Identity Manager predefines a number of correlation and confirmation rules in sample/reconRules.xml. You can also write your own correlation and confirmation rules. Any rule object with a subtype of SUBTYPE_ACCOUNT_CORRELATION_RULE or SUBTYPE_ACCOUNT_CONFIRMATION_RULE automatically appears in the appropriate Reconciliation Policy selection list.

Correlation Rules

A correlation rule can generate a list of user names based on values of the attributes of the resource account. A correlation rule may also generate a list of attribute conditions (referring to queryable attributes of a user object) that will be used to select users.

A correlation rule is run once for each unclaimed account.

Note –

A correlation rule should be relatively “inexpensive” but as selective as possible. If possible, defer expensive processing to a confirmation rule.

Identity Manager predefines several correlation rules in sample/reconRules.xml:

User Name Matches AccountId. Returns the value of the accountId attribute. It selects as a possible owner any Identity Manager user with a name that matches the resource account ID. This is the default correlation rule.
User Owns Matching AccountId. Returns a list of attribute conditions. This will select as a possible owner any Identity Manager user that owns a resource account that matches the same accountId value.
User Email Matches Account Email. Returns a list of attribute conditions that will select Identity Manager users based on the account’s email attribute.

Input for any correlation rule is a map of the account attributes. Output must be one of:

String (containing user name or ID)
List of String elements (each a user name or ID)
List of WSAttribute elements
List of AttributeCondition elements

A more complicated rule might combine or manipulate account attribute values to generate a list of names or a list of attribute conditions.

Note –

Attribute conditions must refer to queryable attributes, which are configured as QueryableAttrNames in the UserUIConfig object.

For example, reconRules.xml contains a fourth sample correlation rule, User FullName Matches Account FullName.

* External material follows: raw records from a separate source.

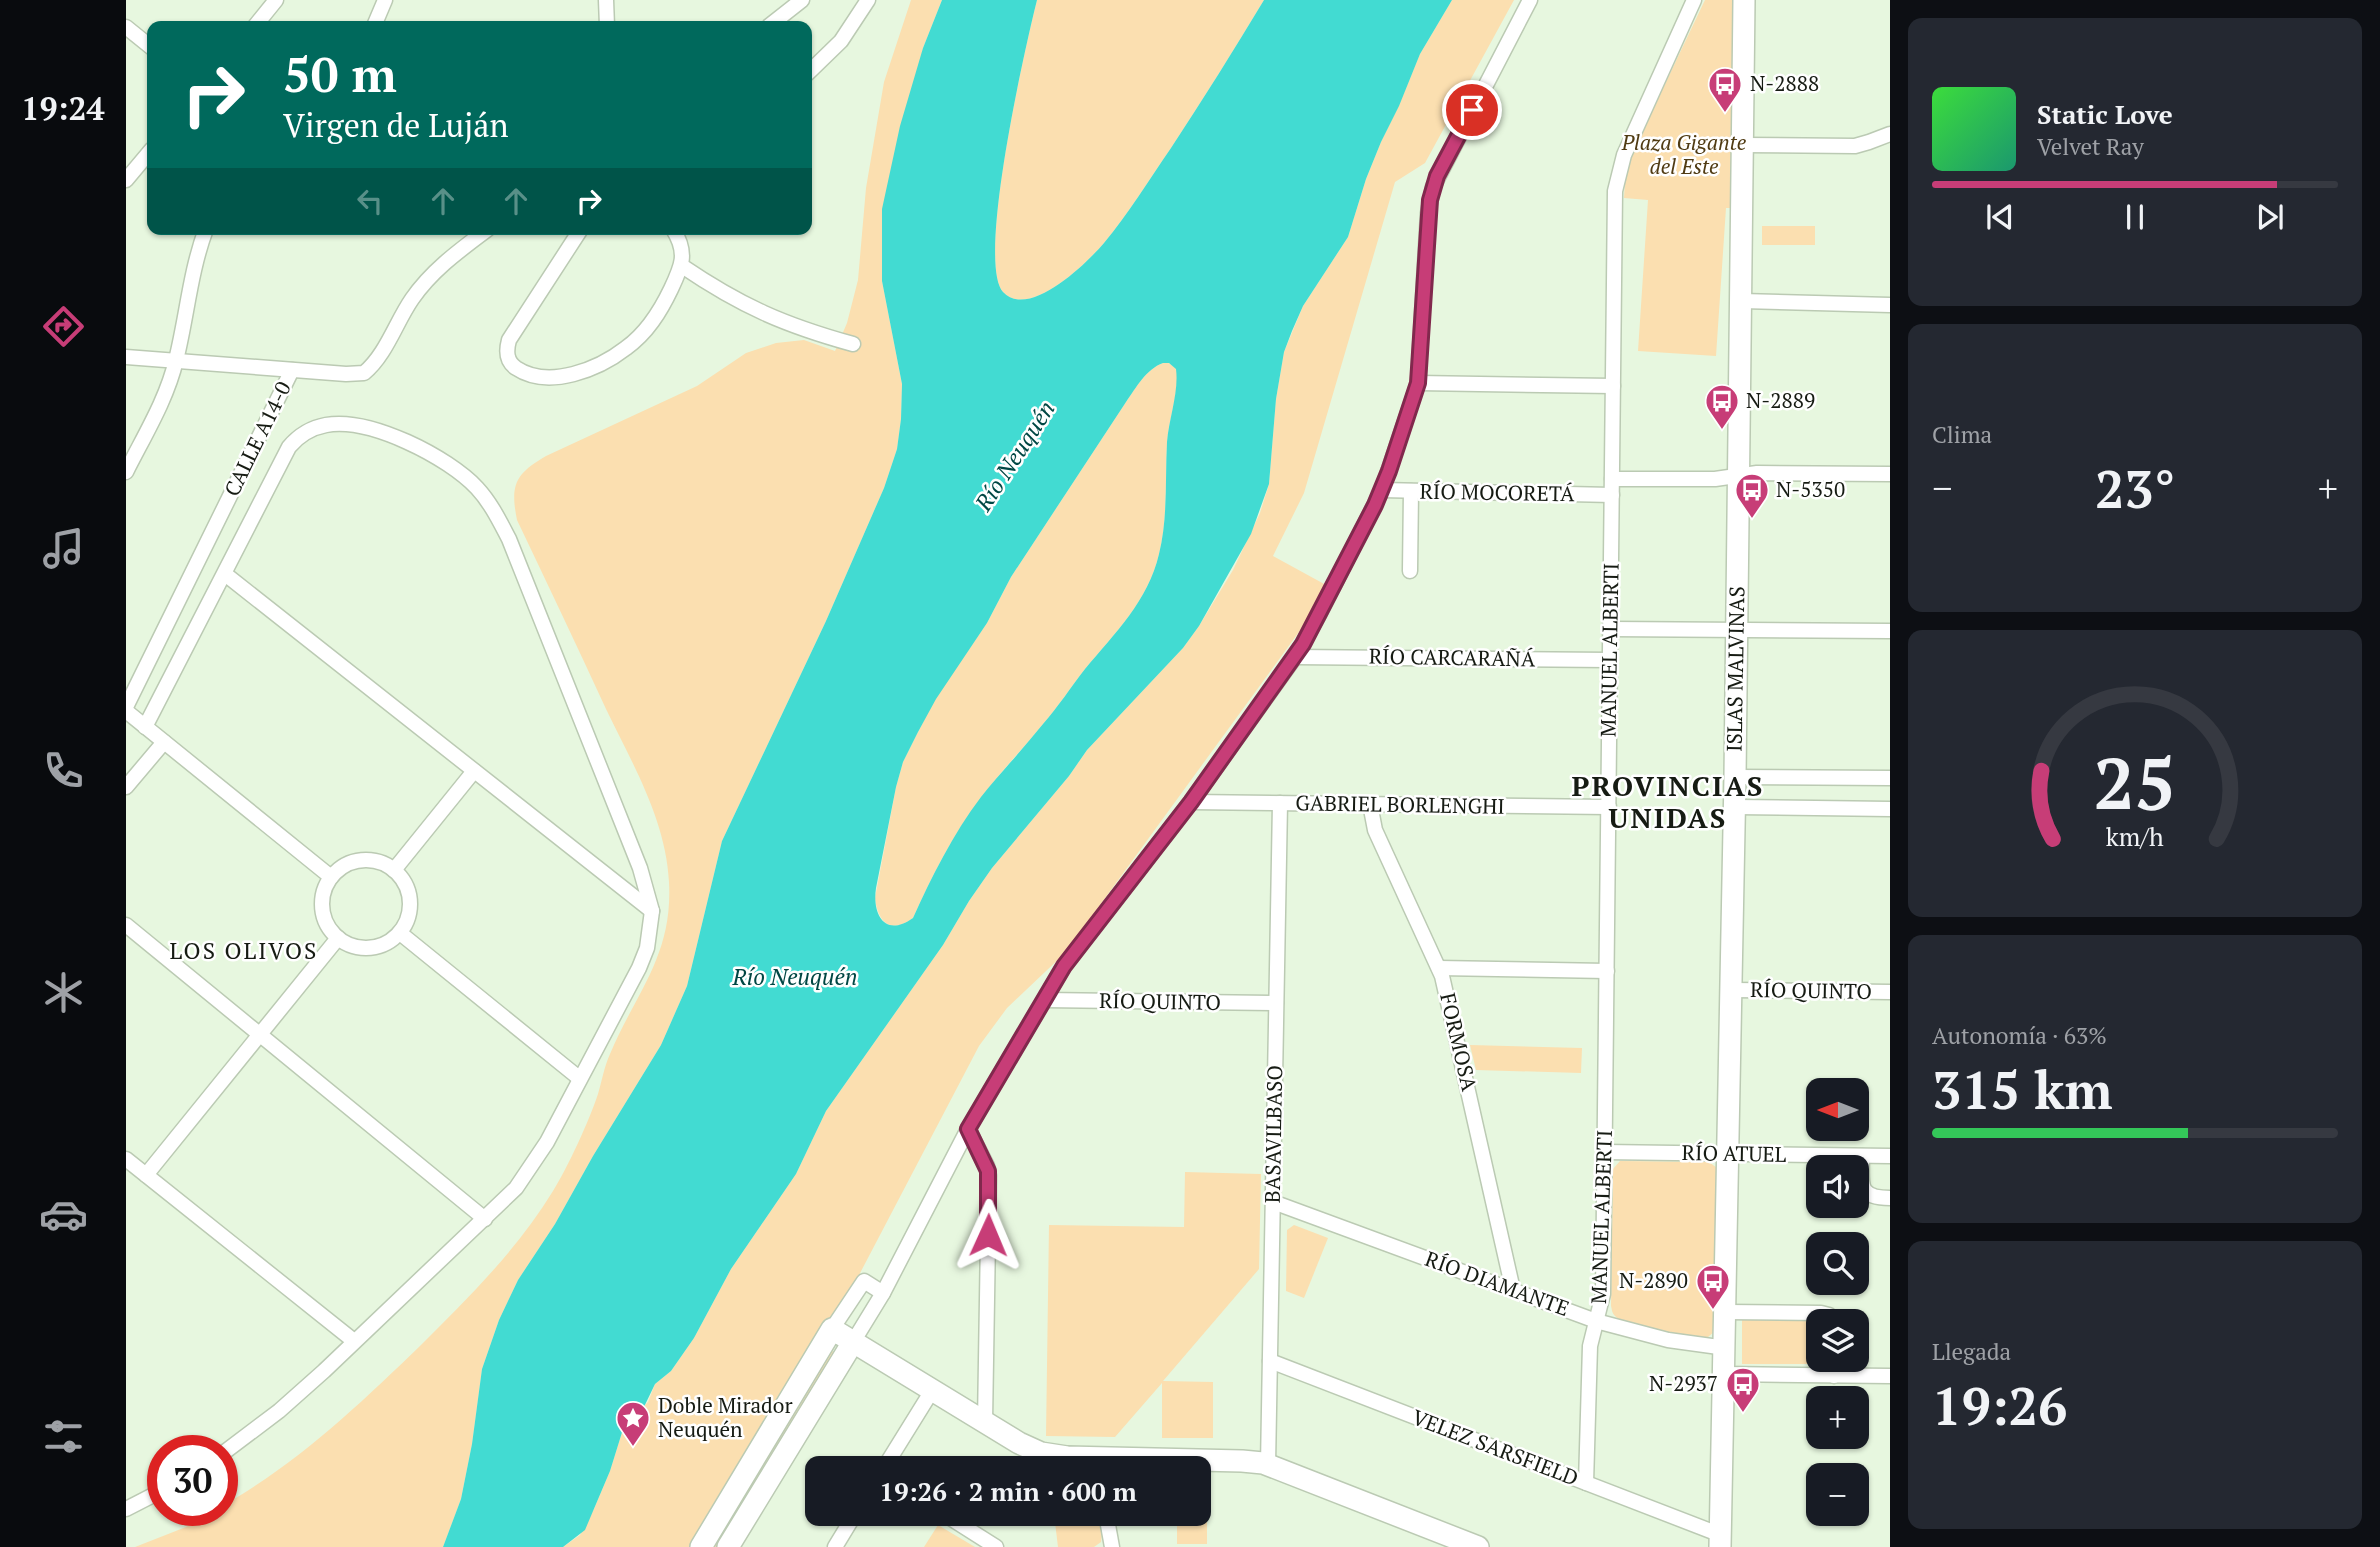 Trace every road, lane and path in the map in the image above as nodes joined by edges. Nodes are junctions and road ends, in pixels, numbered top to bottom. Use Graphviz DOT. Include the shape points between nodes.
graph roads {
  1 [pos="276,0"];
  2 [pos="385,0"];
  3 [pos="607,0"];
  4 [pos="802,0"];
  5 [pos="868,0"];
  6 [pos="1530,0"];
  7 [pos="1694,0"];
  8 [pos="1744,0"];
  9 [pos="258,21"];
  10 [pos="376,21"];
  11 [pos="607,21"];
  12 [pos="775,21"];
  13 [pos="126,27"];
  14 [pos="147,44"];
  15 [pos="812,69"];
  16 [pos="1890,134"];
  17 [pos="1743,145"];
  18 [pos="147,155"];
  19 [pos="126,180"];
  20 [pos="204,235"];
  21 [pos="480,235"];
  22 [pos="577,235"];
  23 [pos="676,235"];
  24 [pos="682,266"];
  25 [pos="1742,302"];
  26 [pos="1890,305"];
  27 [pos="853,344"];
  28 [pos="126,357"];
  29 [pos="176,362"];
  30 [pos="292,370"];
  31 [pos="1418,383"];
  32 [pos="1613,386"];
  33 [pos="126,472"];
  34 [pos="1890,474"];
  35 [pos="1739,475"];
  36 [pos="1612,480"];
  37 [pos="1382,490"];
  38 [pos="1411,491"];
  39 [pos="1612,495"];
  40 [pos="1410,571"];
  41 [pos="225,574"];
  42 [pos="1611,629"];
  43 [pos="1737,629"];
  44 [pos="1890,631"];
  45 [pos="1295,656"];
  46 [pos="1610,660"];
  47 [pos="126,709"];
  48 [pos="145,727"];
  49 [pos="164,742"];
  50 [pos="474,771"];
  51 [pos="1735,777"];
  52 [pos="1890,778"];
  53 [pos="126,788"];
  54 [pos="1191,802"];
  55 [pos="1280,803"];
  56 [pos="1370,804"];
  57 [pos="1609,807"];
  58 [pos="1735,807"];
  59 [pos="1890,809"];
  60 [pos="394,870"];
  61 [pos="331,877"];
  62 [pos="652,911"];
  63 [pos="126,925"];
  64 [pos="400,933"];
  65 [pos="338,938"];
  66 [pos="1439,968"];
  67 [pos="1607,971"];
  68 [pos="1732,990"];
  69 [pos="1890,992"];
  70 [pos="1044,1000"];
  71 [pos="1276,1003"];
  72 [pos="260,1034"];
  73 [pos="579,1078"];
  74 [pos="968,1129"];
  75 [pos="1605,1152"];
  76 [pos="1729,1154"];
  77 [pos="1806,1155"];
  78 [pos="1869,1156"];
  79 [pos="1890,1156"];
  80 [pos="126,1159"];
  81 [pos="146,1175"];
  82 [pos="1869,1195"];
  83 [pos="1890,1198"];
  84 [pos="1273,1202"];
  85 [pos="485,1219"];
  86 [pos="1513,1290"];
  87 [pos="883,1293"];
  88 [pos="1726,1312"];
  89 [pos="1806,1313"];
  90 [pos="1596,1321"];
  91 [pos="832,1329"];
  92 [pos="354,1341"];
  93 [pos="853,1342"];
  94 [pos="1726,1348"];
  95 [pos="1270,1361"];
  96 [pos="1834,1372"];
  97 [pos="1725,1374"];
  98 [pos="1834,1376"];
  99 [pos="1890,1376"];
  100 [pos="933,1390"];
  101 [pos="985,1422"];
  102 [pos="238,1442"];
  103 [pos="892,1456"];
  104 [pos="1060,1456"];
  105 [pos="1211,1461"];
  106 [pos="1268,1465"];
  107 [pos="1586,1483"];
  108 [pos="147,1498"];
  109 [pos="126,1509"];
  110 [pos="848,1526"];
  111 [pos="963,1526"];
  112 [pos="1108,1526"];
  113 [pos="1720,1541"];
  114 [pos="701,1547"];
  115 [pos="728,1547"];
  116 [pos="835,1547"];
  117 [pos="996,1547"];
  118 [pos="1112,1547"];
  119 [pos="1478,1547"];
  1 -- 9 [label="street"];
  2 -- 10 [label="street"];
  3 -- 11 [label="street"];
  4 -- 12 [label="street"];
  5 -- 15 [label="street" via="841,41"];
  6 -- 31 [label="street" via="1433,187"];
  7 -- 32 [label="street, MANUEL ALBERTI" via="1616,179"];
  8 -- 17 [label="main road, ISLAS MALVINAS"];
  13 -- 14 [label="street"];
  16 -- 17 [label="street" via="1855,146"];
  17 -- 25 [label="main road, ISLAS MALVINAS"];
  18 -- 19 [label="street"];
  20 -- 29 [label="street"];
  21 -- 30 [label="street, CALLE A14-0" via="423,285 364,373"];
  22 -- 24 [label="street" via="506,349 513,366 532,375 571,374 627,348 650,326"];
  23 -- 24 [label="street"];
  24 -- 27 [label="street" via="763,314"];
  25 -- 26 [label="street"];
  25 -- 35 [label="main road, ISLAS MALVINAS"];
  28 -- 29 [label="street"];
  29 -- 30 [label="street"];
  29 -- 33 [label="street"];
  30 -- 47 [label="street, CALLE A14-0"];
  31 -- 32 [label="street"];
  31 -- 37 [label="street"];
  32 -- 36 [label="street, MANUEL ALBERTI"];
  34 -- 35 [label="street"];
  35 -- 36 [label="street" via="1709,480"];
  35 -- 43 [label="main road, ISLAS MALVINAS"];
  36 -- 39 [label="street, MANUEL ALBERTI"];
  37 -- 38 [label="street, RÍO MOCORETÁ"];
  37 -- 45 [label="street"];
  38 -- 39 [label="street, RÍO MOCORETÁ"];
  38 -- 40 [label="street"];
  39 -- 42 [label="street, MANUEL ALBERTI"];
  41 -- 48 [label="street"];
  41 -- 50 [label="street"];
  41 -- 62 [label="street" via="289,447 314,428 344,425 383,432 415,445 463,475 479,490 509,539 628,836"];
  42 -- 43 [label="street"];
  42 -- 46 [label="street, MANUEL ALBERTI"];
  43 -- 44 [label="street"];
  43 -- 51 [label="main road, ISLAS MALVINAS"];
  45 -- 46 [label="street, RÍO CARCARAÑÁ"];
  45 -- 54 [label="street"];
  46 -- 57 [label="street, MANUEL ALBERTI"];
  47 -- 48 [label="street"];
  48 -- 49 [label="street"];
  49 -- 53 [label="street"];
  49 -- 61 [label="street"];
  50 -- 60 [label="street"];
  50 -- 62 [label="street"];
  51 -- 52 [label="street"];
  51 -- 58 [label="main road, ISLAS MALVINAS"];
  54 -- 55 [label="street, GABRIEL BORLENGHI"];
  54 -- 70 [label="street" via="1075,950"];
  55 -- 56 [label="street, GABRIEL BORLENGHI"];
  55 -- 71 [label="street, BASAVILBASO"];
  56 -- 57 [label="street, GABRIEL BORLENGHI"];
  56 -- 66 [label="street, FORMOSA" via="1375,830"];
  57 -- 67 [label="street, MANUEL ALBERTI"];
  58 -- 59 [label="street"];
  58 -- 68 [label="main road, ISLAS MALVINAS"];
  60 -- 61 [label="street" via="368,860 354,862"];
  60 -- 64 [label="street" via="409,893 407,921"];
  61 -- 65 [label="street" via="322,906 325,921"];
  62 -- 73 [label="street" via="639,968"];
  63 -- 72 [label="street"];
  64 -- 65 [label="street" via="374,948 359,948"];
  64 -- 73 [label="street"];
  65 -- 72 [label="street"];
  66 -- 67 [label="street"];
  66 -- 86 [label="street, FORMOSA"];
  67 -- 75 [label="street, MANUEL ALBERTI"];
  68 -- 69 [label="street, RÍO QUINTO"];
  68 -- 76 [label="main road, ISLAS MALVINAS"];
  70 -- 71 [label="street, RÍO QUINTO"];
  70 -- 74 [label="street"];
  71 -- 84 [label="street, BASAVILBASO"];
  72 -- 81 [label="street"];
  72 -- 85 [label="street"];
  73 -- 85 [label="street" via="533,1166"];
  74 -- 87 [label="street"];
  74 -- 101 [label="street" via="989,1177"];
  75 -- 76 [label="street, RÍO ATUEL"];
  75 -- 90 [label="street, MANUEL ALBERTI" via="1603,1294"];
  76 -- 77 [label="street, RÍO ATUEL"];
  76 -- 88 [label="main road, ISLAS MALVINAS"];
  78 -- 79 [label="street, RÍO ATUEL"];
  80 -- 81 [label="street"];
  81 -- 92 [label="street"];
  82 -- 83 [label="street"];
  84 -- 86 [label="street, RÍO DIAMANTE"];
  84 -- 95 [label="street, BASAVILBASO"];
  85 -- 92 [label="street"];
  86 -- 90 [label="street, RÍO DIAMANTE"];
  87 -- 91 [label="street" via="864,1281"];
  87 -- 93 [label="street"];
  88 -- 89 [label="street"];
  88 -- 94 [label="main road, ISLAS MALVINAS"];
  90 -- 94 [label="street, RÍO DIAMANTE" via="1668,1340"];
  90 -- 107 [label="street, MANUEL ALBERTI" via="1590,1346"];
  91 -- 93 [label="main road"];
  91 -- 114 [label="main road"];
  92 -- 102 [label="street" via="279,1411"];
  93 -- 100 [label="main road"];
  93 -- 115 [label="main road"];
  94 -- 97 [label="main road, ISLAS MALVINAS"];
  95 -- 106 [label="street, BASAVILBASO"];
  95 -- 107 [label="street, VELEZ SARSFIELD"];
  96 -- 98 [label="street"];
  97 -- 98 [label="street"];
  97 -- 113 [label="main road, ISLAS MALVINAS"];
  98 -- 99 [label="street"];
  100 -- 101 [label="main road"];
  100 -- 103 [label="street"];
  101 -- 104 [label="main road" via="1041,1453"];
  105 -- 106 [label="main road"];
  106 -- 119 [label="main road"];
  107 -- 113 [label="street, VELEZ SARSFIELD"];
  108 -- 109 [label="street"];
  110 -- 116 [label="street"];
  111 -- 117 [label="street"];
  112 -- 118 [label="street"];
}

XML comments disable this rule, because it will not work correctly without additional configuration. This rule looks for Identity Manager users based on fullname, but this attribute is not queryable by default.

Correlating on an extended attribute requires special configuration:

The extended attribute must be specified as queryable in UserUIConfig (added to the list of QueryableAttrNames).
The Identity Manager application (or the application server) may need to be restarted for the UserUIConfig change to take effect.

Confirmation Rules

A confirmation rule is run once for each matching user returned by the correlation rule.

A typical confirmation rule compares internal values from the user view to the values of account attributes. As an optional second stage in correlation processing, the confirmation rule performs checks that cannot be expressed in a correlation rule (or that are too expensive to evaluate in a correlation rule). In general, you need a confirmation rule only in the following circumstances:

The correlation rule may return more than one matching user
User values that must be compared are not queryable

Identity Manager predefines two confirmation rules in sample/reconRules.xml:

User Email Matches Account Email. Returns a value of true if the user’s email matches the account’s email. This illustrates the fact that many ownership decisions could be expressed with either a correlation rule or a confirmation rule. However, since the email attribute of an Identity Manager user is automatically queryable, it would almost always be more efficient to express this as a correlation rule.
User First And Last Names Match Account. Uses the XPRESS language to compare the user’s first and last name to the same values of the account.

Inputs to any confirmation rule are:

userview. Full view of an Identity Manager user.
account. Map of resource account attributes.

A confirmation rule returns a string-form Boolean value of true if the user owns the account; otherwise, it returns a value of false.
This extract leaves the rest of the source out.